**Exercise requirements**. Print each entry precisely; exclude the pictures.

Stored data
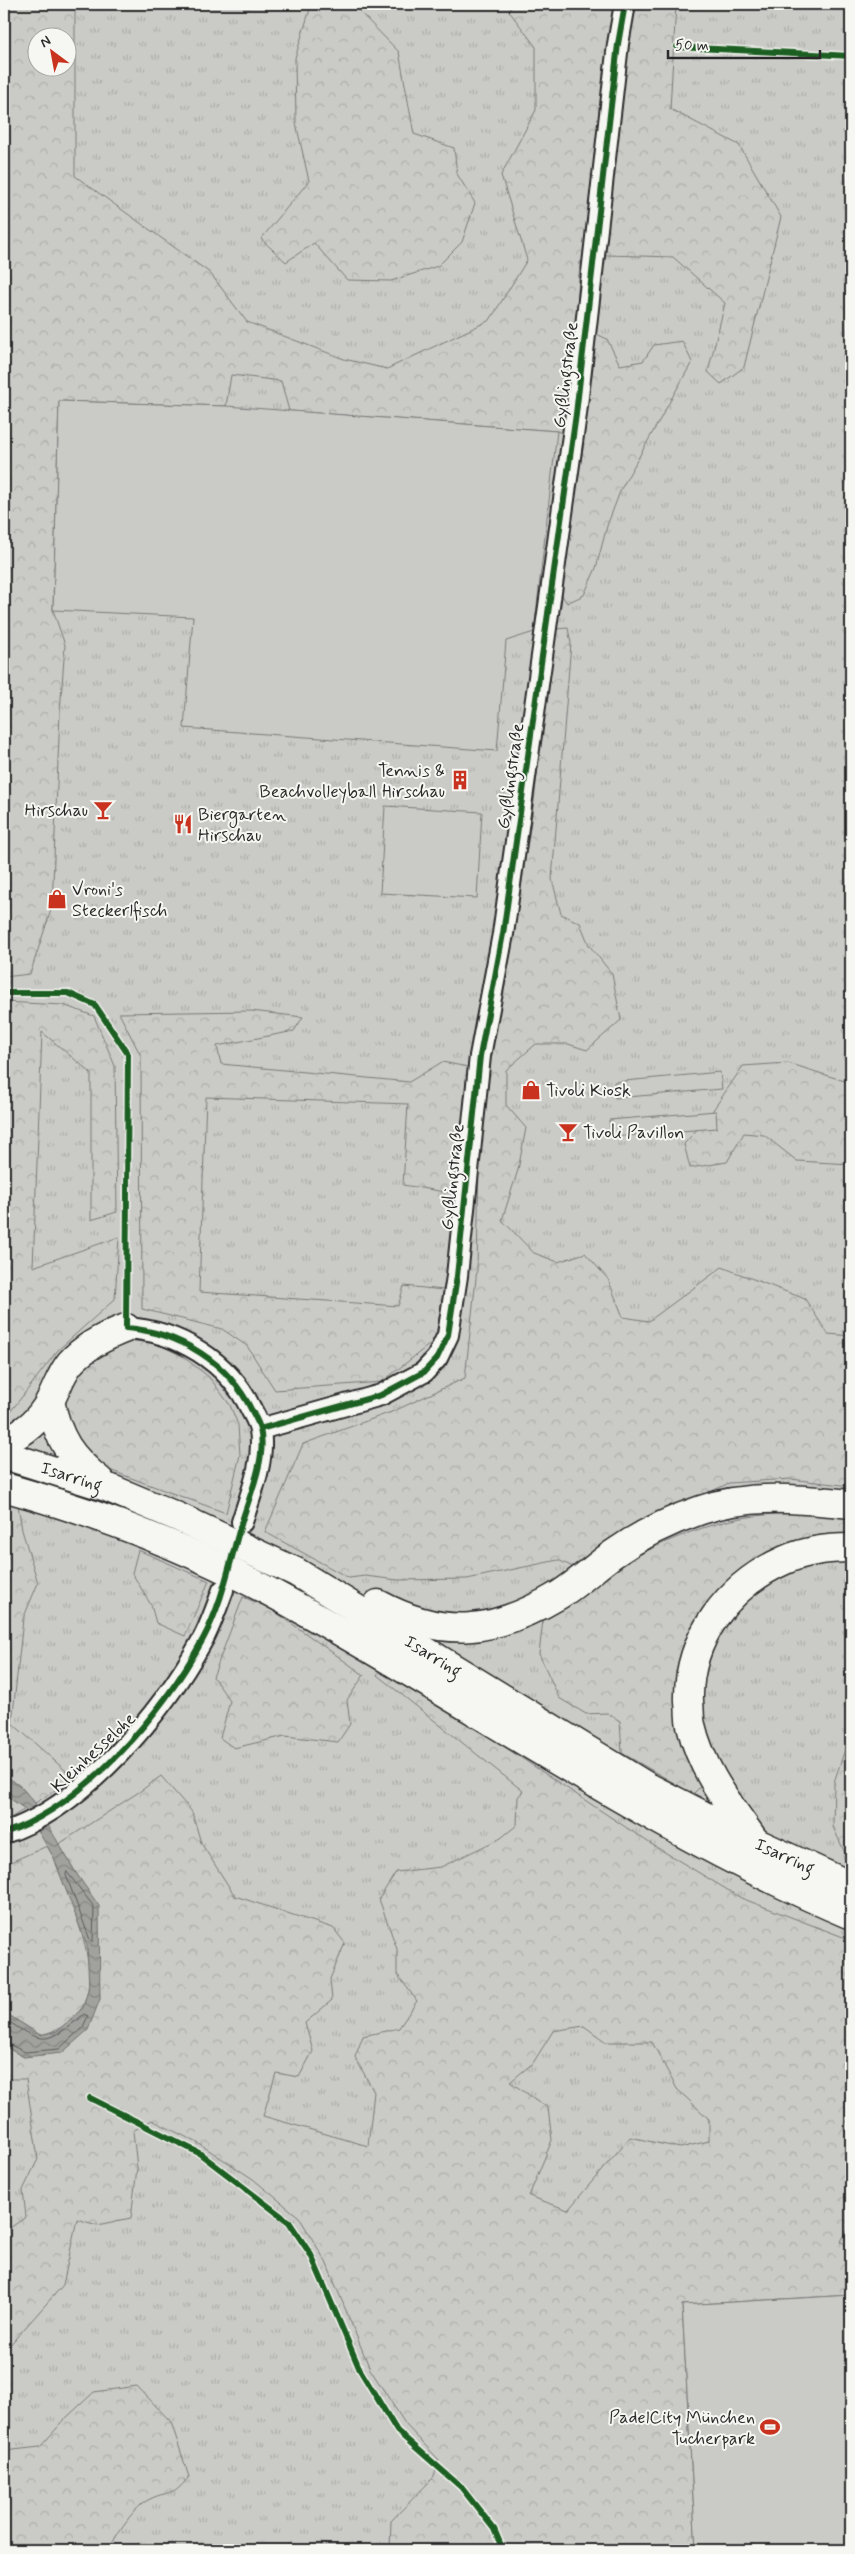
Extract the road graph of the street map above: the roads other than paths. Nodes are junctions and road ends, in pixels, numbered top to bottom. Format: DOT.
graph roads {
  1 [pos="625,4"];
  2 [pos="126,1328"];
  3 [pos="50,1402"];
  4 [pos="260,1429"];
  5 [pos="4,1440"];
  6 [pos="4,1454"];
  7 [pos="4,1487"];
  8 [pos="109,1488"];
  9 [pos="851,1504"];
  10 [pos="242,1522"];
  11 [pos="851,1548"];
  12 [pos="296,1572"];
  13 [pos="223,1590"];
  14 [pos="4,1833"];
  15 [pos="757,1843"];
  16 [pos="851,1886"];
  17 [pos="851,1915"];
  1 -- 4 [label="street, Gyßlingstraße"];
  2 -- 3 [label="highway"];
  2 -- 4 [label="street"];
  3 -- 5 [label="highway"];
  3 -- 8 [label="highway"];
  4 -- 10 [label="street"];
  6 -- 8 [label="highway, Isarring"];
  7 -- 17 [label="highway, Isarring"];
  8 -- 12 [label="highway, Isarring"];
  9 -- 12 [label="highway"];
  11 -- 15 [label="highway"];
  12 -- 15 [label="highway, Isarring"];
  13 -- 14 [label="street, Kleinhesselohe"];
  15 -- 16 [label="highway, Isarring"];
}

**Answer to the exercise**.
Extract the road graph of the street map above: the roads other than paths. Nodes are junctions and road ends, in pixels, numbered top to bottom. Format: DOT.
graph roads {
  1 [pos="625,4"];
  2 [pos="126,1328"];
  3 [pos="50,1402"];
  4 [pos="260,1429"];
  5 [pos="4,1440"];
  6 [pos="4,1454"];
  7 [pos="4,1487"];
  8 [pos="109,1488"];
  9 [pos="851,1504"];
  10 [pos="242,1522"];
  11 [pos="851,1548"];
  12 [pos="296,1572"];
  13 [pos="223,1590"];
  14 [pos="4,1833"];
  15 [pos="757,1843"];
  16 [pos="851,1886"];
  17 [pos="851,1915"];
  1 -- 4 [label="street, Gyßlingstraße"];
  2 -- 3 [label="highway"];
  2 -- 4 [label="street"];
  3 -- 5 [label="highway"];
  3 -- 8 [label="highway"];
  4 -- 10 [label="street"];
  6 -- 8 [label="highway, Isarring"];
  7 -- 17 [label="highway, Isarring"];
  8 -- 12 [label="highway, Isarring"];
  9 -- 12 [label="highway"];
  11 -- 15 [label="highway"];
  12 -- 15 [label="highway, Isarring"];
  13 -- 14 [label="street, Kleinhesselohe"];
  15 -- 16 [label="highway, Isarring"];
}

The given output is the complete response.